(Beginning of Provided information)

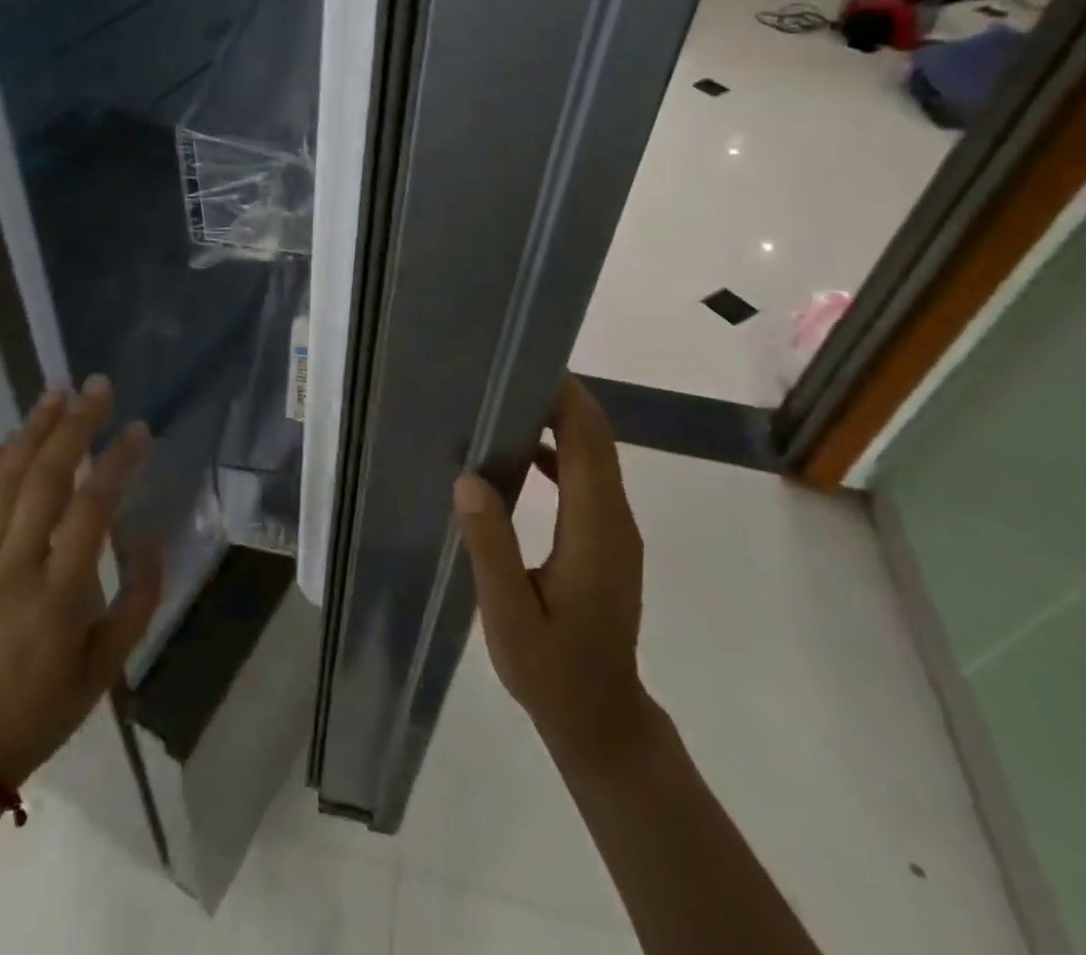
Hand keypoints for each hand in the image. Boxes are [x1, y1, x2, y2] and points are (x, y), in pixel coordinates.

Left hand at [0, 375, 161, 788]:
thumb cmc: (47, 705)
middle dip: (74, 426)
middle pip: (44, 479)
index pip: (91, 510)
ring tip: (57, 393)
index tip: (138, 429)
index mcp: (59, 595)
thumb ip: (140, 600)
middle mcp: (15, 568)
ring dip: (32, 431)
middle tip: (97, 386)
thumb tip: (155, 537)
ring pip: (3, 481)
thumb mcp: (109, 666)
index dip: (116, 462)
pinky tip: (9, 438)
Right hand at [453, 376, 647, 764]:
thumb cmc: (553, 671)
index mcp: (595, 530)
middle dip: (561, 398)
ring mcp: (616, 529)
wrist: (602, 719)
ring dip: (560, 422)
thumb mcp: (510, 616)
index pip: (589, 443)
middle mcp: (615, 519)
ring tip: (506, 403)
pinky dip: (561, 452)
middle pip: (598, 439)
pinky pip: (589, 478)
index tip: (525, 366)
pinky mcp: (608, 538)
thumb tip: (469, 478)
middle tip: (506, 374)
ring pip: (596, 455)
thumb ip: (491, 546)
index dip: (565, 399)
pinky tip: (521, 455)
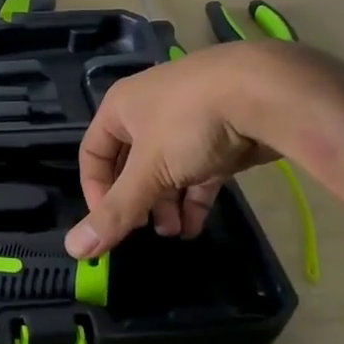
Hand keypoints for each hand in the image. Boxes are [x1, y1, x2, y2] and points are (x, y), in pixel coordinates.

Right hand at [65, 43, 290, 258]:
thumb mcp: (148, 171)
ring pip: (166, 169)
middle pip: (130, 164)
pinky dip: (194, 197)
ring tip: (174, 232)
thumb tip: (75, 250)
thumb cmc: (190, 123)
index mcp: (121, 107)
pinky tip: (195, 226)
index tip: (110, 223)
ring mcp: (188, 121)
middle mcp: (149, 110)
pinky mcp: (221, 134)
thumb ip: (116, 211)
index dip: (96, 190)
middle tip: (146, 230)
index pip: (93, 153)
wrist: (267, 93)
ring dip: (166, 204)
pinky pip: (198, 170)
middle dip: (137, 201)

(End of Provided information)

Transcribe the lines above between the line holding "middle pip: (44, 479)" and the line holding "thumb cmc: (553, 671)", inclusive, exactly as they stand and with nothing added.

Exercise response →
middle pip: (44, 479)
index pip: (91, 510)
ring tip: (57, 393)
index tip: (138, 429)
index mcp: (59, 595)
thumb ip: (140, 600)
middle mcp: (15, 568)
ring dip: (32, 431)
middle tip: (97, 386)
thumb tip: (155, 537)
ring pip: (3, 481)
thumb mcp: (109, 666)
index dip: (116, 462)
pinky tip: (9, 438)
Right hand at [453, 376, 647, 764]:
thumb cmc: (553, 671)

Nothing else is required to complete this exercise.